British Prime Minister David Cameron pledged a lasting war in North Africa, modeled on the US war in Afghanistan. He said, “This is a global threat and it will require a global response. It will require a response that is about years, even decades, rather than months. … What we face is an extremist, Islamist, Al Qaeda-linked terrorist group. Just as we had to deal with that in Pakistan and in Afghanistan, so the world needs to come together to deal with this threat in North Africa.”

US Defense Secretary Leon Panetta on Friday made similar threats to escalate US military operations in North Africa: “We have made a commitment that we’re going to go after Al Qaeda wherever they are and wherever they try to hide. We have done that obviously in Afghanistan, Pakistan, we’ve done it in Somalia, in Yemen, and we will do it in North Africa.”
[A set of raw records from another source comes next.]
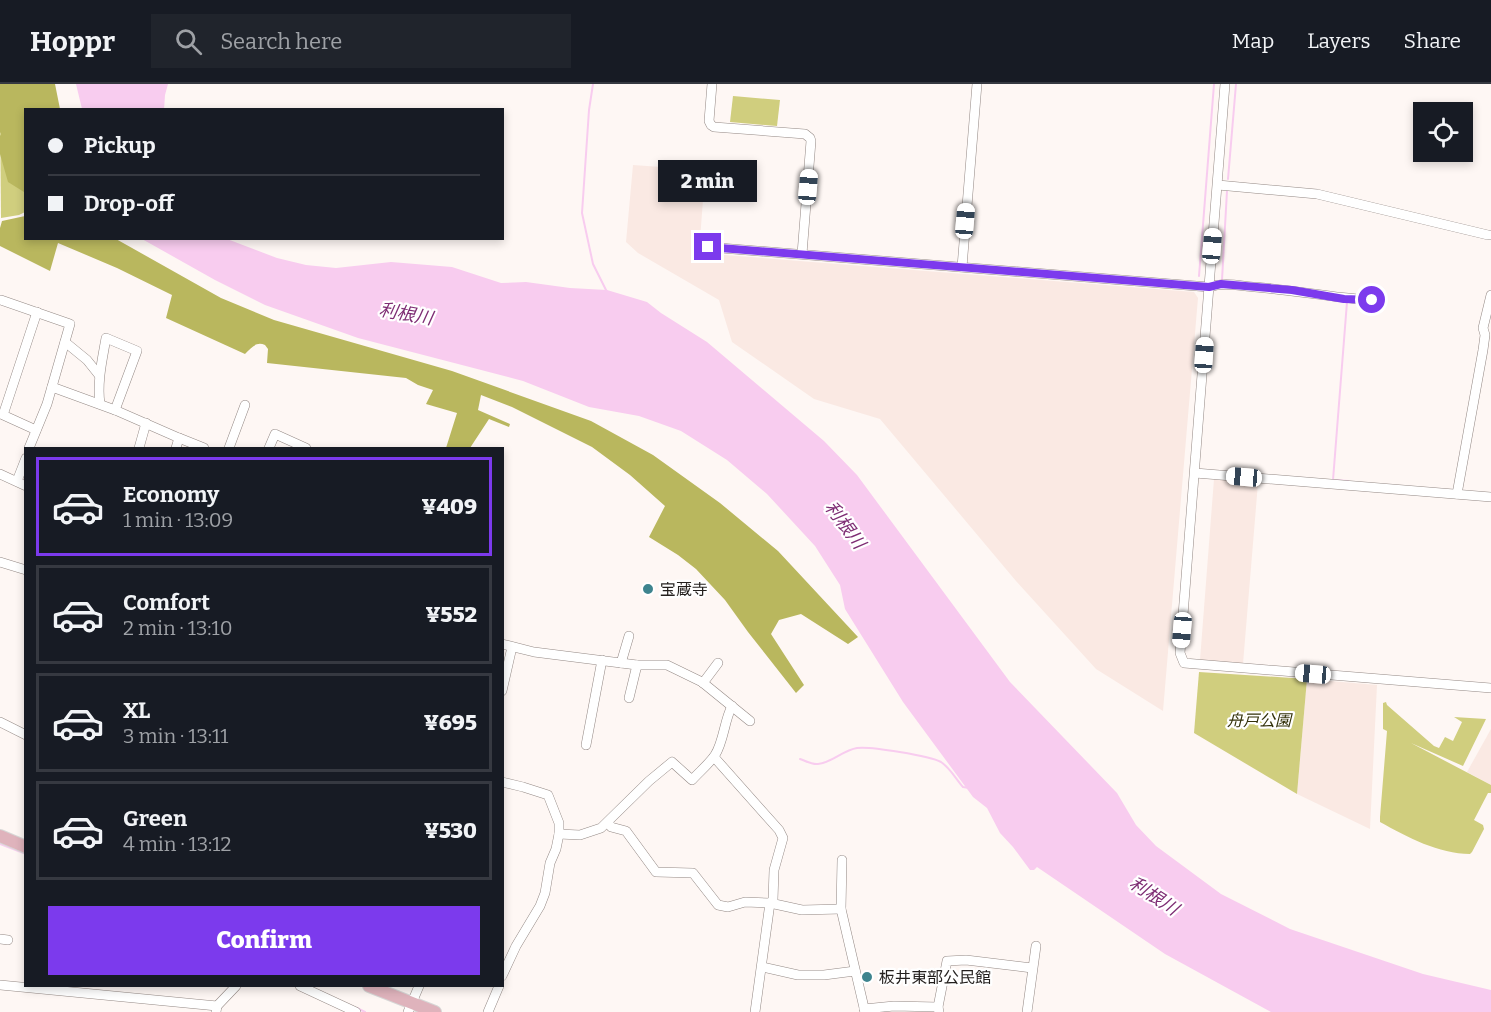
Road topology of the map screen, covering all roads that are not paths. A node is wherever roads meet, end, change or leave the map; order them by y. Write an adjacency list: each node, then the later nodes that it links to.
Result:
1 (712, 84): 7 (street)
2 (977, 84): 8 (street)
3 (1225, 84): 4 (street)
4 (1218, 185): 5 (street); 9 (street)
5 (1491, 235)
6 (708, 247): 7 (street)
7 (802, 254): 8 (street)
8 (962, 267): 9 (street)
9 (1209, 287): 12 (street); 34 (street)
10 (1491, 295): 14 (street)
11 (1, 300): 13 (street)
12 (1372, 300)
13 (37, 312): 15 (street); 19 (street)
14 (1488, 336): 37 (street)
15 (65, 342): 16 (street); 18 (street)
16 (99, 375): 20 (street); 22 (street)
17 (0, 387): 19 (street)
18 (52, 387): 20 (street); 24 (street)
19 (11, 391): 24 (street)
20 (100, 404): 22 (street)
21 (245, 405): 30 (street)
22 (115, 410): 23 (street)
23 (146, 423): 25 (street); 27 (street)
24 (36, 430): 26 (street)
25 (179, 438): 28 (street); 29 (street)
26 (29, 447)
27 (139, 447)
28 (176, 447)
29 (202, 447)
30 (229, 447)
31 (268, 447): 32 (street)
32 (304, 447)
33 (24, 468): 36 (street)
34 (1195, 473): 37 (street); 49 (street)
35 (0, 474): 36 (street)
36 (21, 484)
37 (1457, 495): 38 (street)
38 (1491, 497)
39 (0, 562): 40 (street)
40 (24, 569)
41 (629, 636): 44 (street)
42 (507, 645): 43 (street); 47 (street)
43 (602, 660): 44 (street); 55 (street)
44 (621, 663): 46 (street)
45 (718, 663): 48 (street)
46 (637, 665): 48 (street); 50 (street)
47 (504, 673)
48 (703, 683): 51 (street)
49 (1491, 688)
50 (629, 698)
51 (732, 706): 52 (street); 56 (street)
52 (750, 721)
53 (0, 722): 54 (street)
54 (24, 734)
55 (586, 745)
56 (714, 757): 58 (street); 63 (street)
57 (504, 782): 59 (street)
58 (608, 822): 59 (street); 63 (street)
59 (559, 834): 69 (street)
60 (0, 836): 61 (main road)
61 (24, 846)
62 (842, 860): 64 (street)
63 (770, 903): 64 (street); 66 (street)
64 (841, 909): 68 (street)
65 (1036, 946): 67 (street)
66 (762, 967): 68 (street); 86 (street)
67 (1032, 968): 81 (street); 87 (street)
68 (855, 971): 82 (street)
69 (504, 972)
70 (0, 985): 71 (street)
71 (24, 986)
72 (37, 987): 78 (street)
73 (235, 987): 80 (street)
74 (302, 987): 83 (street)
75 (371, 987): 79 (main road)
76 (419, 987): 79 (street)
77 (499, 987): 85 (street)
78 (92, 990): 80 (street)
79 (410, 1007): 84 (main road)
80 (217, 1009)
81 (939, 1010): 82 (street)
82 (865, 1011)
83 (356, 1012)
84 (435, 1012)
85 (488, 1012)
86 (755, 1012)
87 (1027, 1012)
In Mali itself, French forces continued their build-up in central Mali amid heavy fighting with Islamist-led rebel forces. They invaded the towns of Niono and Mopti, near the strategic Sévaré airport, according to French military spokesman Col. Thierry Bukhard.

Some 400 troops from Nigeria, Togo, and Benin arrived Sunday in Bamako, as well as troops from Chad—considered more effective due to their familiarity with the desert-like terrain of northern Mali. African countries are expected to contribute roughly 3,000 troops to French imperialism’s war in Mali.

French troops are struggling in combat with rebel forces, however, launching a dozen strikes by fighter-bombers and helicopter gunships in the last 24 hours. They are still trying to seize the contested town of Diabaly. Le Drian told France-5 TV, “Right now, the town of Diabaly is not re-taken. [But] everything leads one to believe Diabaly is going to head in the positive direction in the coming hours.”

Even if French forces and their African auxiliaries succeed in conquering central Mali, however, this will only create the conditions for a war of occupation in northern Mali—a vast region of deserts and mountains, long separate from the central government in Bamako. Islamist fighters are reportedly retreating towards Kidal in the east of northern Mali, preparing a strategy of guerrilla resistance centered on the region’s rugged Adrar des Ifoghas mountains.